» EXERCISE DIRECTIONS
Lines to restate from the data below: from the one containing "#include <cairo.h>" to the one containing "cairo_save(cr);", both included. Give them again exactly, and only them.

___ ENTRIES SUPPLIED

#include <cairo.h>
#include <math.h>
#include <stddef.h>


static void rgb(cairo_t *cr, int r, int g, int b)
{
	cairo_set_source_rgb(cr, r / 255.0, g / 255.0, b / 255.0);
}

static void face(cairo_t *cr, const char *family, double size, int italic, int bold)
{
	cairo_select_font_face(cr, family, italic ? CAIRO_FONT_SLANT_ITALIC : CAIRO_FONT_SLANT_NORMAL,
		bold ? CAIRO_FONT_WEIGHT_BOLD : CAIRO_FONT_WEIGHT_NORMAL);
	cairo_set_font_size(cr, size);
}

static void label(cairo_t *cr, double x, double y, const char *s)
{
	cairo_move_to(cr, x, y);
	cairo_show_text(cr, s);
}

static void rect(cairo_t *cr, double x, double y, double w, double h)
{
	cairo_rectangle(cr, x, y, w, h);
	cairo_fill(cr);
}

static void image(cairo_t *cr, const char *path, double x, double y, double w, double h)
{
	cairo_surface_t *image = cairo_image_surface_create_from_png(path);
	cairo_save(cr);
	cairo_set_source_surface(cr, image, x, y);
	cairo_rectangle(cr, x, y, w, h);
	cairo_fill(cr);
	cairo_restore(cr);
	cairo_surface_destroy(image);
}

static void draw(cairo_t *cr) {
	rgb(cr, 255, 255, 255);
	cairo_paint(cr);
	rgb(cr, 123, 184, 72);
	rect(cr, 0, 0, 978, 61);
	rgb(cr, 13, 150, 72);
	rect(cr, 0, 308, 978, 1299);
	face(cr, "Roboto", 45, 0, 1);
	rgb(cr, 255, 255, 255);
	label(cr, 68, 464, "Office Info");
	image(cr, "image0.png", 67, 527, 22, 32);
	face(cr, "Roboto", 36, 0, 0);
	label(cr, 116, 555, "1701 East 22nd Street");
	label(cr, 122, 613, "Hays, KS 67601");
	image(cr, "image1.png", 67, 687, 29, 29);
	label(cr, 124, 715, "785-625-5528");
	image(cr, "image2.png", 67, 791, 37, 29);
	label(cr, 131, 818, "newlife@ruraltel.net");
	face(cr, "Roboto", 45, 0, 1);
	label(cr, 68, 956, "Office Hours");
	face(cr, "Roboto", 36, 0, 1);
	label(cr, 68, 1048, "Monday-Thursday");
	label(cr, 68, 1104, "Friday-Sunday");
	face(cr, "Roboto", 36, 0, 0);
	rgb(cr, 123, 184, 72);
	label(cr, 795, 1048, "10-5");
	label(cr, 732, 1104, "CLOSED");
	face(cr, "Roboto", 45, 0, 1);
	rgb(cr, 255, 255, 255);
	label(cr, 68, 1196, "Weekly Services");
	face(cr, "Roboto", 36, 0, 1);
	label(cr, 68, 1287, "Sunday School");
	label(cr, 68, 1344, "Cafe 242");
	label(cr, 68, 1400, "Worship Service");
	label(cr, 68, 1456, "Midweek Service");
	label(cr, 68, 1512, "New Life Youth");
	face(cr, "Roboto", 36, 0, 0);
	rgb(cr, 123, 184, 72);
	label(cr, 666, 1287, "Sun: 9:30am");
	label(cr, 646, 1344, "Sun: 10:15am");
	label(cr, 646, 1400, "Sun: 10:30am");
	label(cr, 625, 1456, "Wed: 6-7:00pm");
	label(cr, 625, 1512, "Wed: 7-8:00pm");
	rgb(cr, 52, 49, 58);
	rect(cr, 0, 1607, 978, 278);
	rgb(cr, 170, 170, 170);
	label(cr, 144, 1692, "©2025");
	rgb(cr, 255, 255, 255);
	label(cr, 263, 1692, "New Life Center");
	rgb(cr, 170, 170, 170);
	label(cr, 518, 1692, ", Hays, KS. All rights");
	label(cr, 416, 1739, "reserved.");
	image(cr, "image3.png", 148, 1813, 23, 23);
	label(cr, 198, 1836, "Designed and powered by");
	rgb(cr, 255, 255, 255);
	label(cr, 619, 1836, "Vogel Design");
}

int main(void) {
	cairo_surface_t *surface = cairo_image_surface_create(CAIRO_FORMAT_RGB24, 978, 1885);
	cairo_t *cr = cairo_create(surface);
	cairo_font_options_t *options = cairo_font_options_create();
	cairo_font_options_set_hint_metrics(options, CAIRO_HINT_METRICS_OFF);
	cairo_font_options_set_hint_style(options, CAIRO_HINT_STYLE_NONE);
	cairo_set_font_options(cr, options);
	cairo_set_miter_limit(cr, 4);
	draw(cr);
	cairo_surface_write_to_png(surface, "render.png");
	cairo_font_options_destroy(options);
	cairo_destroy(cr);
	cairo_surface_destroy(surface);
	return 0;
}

______
___ ENTRIES SUPPLIED

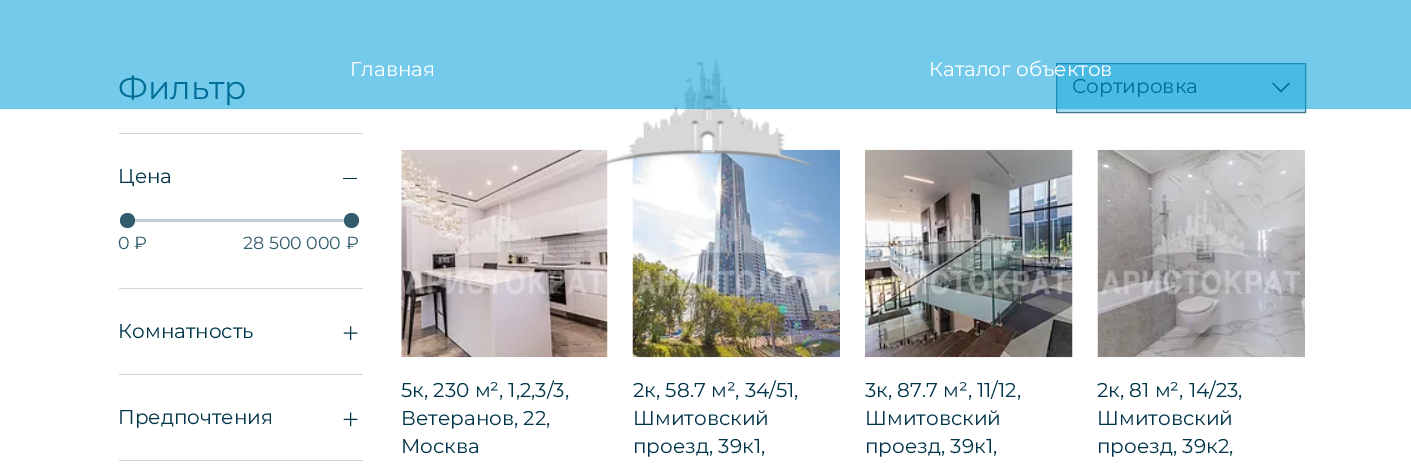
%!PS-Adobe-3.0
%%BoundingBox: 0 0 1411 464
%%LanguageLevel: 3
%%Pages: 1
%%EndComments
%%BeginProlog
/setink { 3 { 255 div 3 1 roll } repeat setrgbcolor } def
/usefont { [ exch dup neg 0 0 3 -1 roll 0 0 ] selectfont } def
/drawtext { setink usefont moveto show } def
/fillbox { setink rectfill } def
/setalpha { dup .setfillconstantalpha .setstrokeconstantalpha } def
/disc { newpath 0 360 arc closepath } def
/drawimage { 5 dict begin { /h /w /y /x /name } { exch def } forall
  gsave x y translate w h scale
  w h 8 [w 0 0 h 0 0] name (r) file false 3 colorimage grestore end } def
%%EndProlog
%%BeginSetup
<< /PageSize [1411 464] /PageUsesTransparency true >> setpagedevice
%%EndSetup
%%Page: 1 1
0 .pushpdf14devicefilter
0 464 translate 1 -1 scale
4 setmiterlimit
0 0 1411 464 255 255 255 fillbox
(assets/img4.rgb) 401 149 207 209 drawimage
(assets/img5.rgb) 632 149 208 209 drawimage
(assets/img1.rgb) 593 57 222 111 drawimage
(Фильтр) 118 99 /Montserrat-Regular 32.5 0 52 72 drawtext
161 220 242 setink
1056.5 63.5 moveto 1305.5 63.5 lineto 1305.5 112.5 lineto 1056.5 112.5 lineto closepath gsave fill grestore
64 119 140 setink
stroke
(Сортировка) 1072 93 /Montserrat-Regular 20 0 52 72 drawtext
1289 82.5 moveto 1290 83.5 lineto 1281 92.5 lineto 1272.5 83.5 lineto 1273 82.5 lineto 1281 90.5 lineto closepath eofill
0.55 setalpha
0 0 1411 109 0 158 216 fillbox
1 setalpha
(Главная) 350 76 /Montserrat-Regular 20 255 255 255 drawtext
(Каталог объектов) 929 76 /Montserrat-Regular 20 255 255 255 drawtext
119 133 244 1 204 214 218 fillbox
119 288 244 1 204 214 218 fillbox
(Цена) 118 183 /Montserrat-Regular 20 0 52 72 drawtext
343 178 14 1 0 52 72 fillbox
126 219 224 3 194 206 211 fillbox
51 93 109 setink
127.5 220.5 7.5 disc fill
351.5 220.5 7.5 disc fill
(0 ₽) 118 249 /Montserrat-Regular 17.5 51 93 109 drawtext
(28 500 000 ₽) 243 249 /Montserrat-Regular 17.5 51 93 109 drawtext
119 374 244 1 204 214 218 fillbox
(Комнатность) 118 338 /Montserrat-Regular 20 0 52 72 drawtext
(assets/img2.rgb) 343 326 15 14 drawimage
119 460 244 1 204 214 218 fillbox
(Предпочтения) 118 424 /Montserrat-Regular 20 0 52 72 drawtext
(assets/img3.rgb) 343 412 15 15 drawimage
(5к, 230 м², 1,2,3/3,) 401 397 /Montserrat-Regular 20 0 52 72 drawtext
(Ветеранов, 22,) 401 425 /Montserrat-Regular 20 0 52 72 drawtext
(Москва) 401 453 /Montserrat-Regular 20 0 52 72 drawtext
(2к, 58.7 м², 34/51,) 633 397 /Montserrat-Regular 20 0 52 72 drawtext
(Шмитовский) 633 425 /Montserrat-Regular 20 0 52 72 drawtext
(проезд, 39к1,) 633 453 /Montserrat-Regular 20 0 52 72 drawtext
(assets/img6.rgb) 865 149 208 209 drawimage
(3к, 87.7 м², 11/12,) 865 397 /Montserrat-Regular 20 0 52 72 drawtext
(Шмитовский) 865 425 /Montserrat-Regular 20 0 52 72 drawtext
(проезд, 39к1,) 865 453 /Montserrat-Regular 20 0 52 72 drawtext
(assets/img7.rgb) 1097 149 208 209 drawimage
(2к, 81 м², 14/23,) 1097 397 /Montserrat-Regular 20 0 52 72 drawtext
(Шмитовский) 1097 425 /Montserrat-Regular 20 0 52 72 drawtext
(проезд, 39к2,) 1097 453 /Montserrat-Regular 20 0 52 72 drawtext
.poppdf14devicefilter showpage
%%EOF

______

» EXERCISE ANSWER
#include <cairo.h>
#include <math.h>
#include <stddef.h>


static void rgb(cairo_t *cr, int r, int g, int b)
{
	cairo_set_source_rgb(cr, r / 255.0, g / 255.0, b / 255.0);
}

static void face(cairo_t *cr, const char *family, double size, int italic, int bold)
{
	cairo_select_font_face(cr, family, italic ? CAIRO_FONT_SLANT_ITALIC : CAIRO_FONT_SLANT_NORMAL,
		bold ? CAIRO_FONT_WEIGHT_BOLD : CAIRO_FONT_WEIGHT_NORMAL);
	cairo_set_font_size(cr, size);
}

static void label(cairo_t *cr, double x, double y, const char *s)
{
	cairo_move_to(cr, x, y);
	cairo_show_text(cr, s);
}

static void rect(cairo_t *cr, double x, double y, double w, double h)
{
	cairo_rectangle(cr, x, y, w, h);
	cairo_fill(cr);
}

static void image(cairo_t *cr, const char *path, double x, double y, double w, double h)
{
	cairo_surface_t *image = cairo_image_surface_create_from_png(path);
	cairo_save(cr);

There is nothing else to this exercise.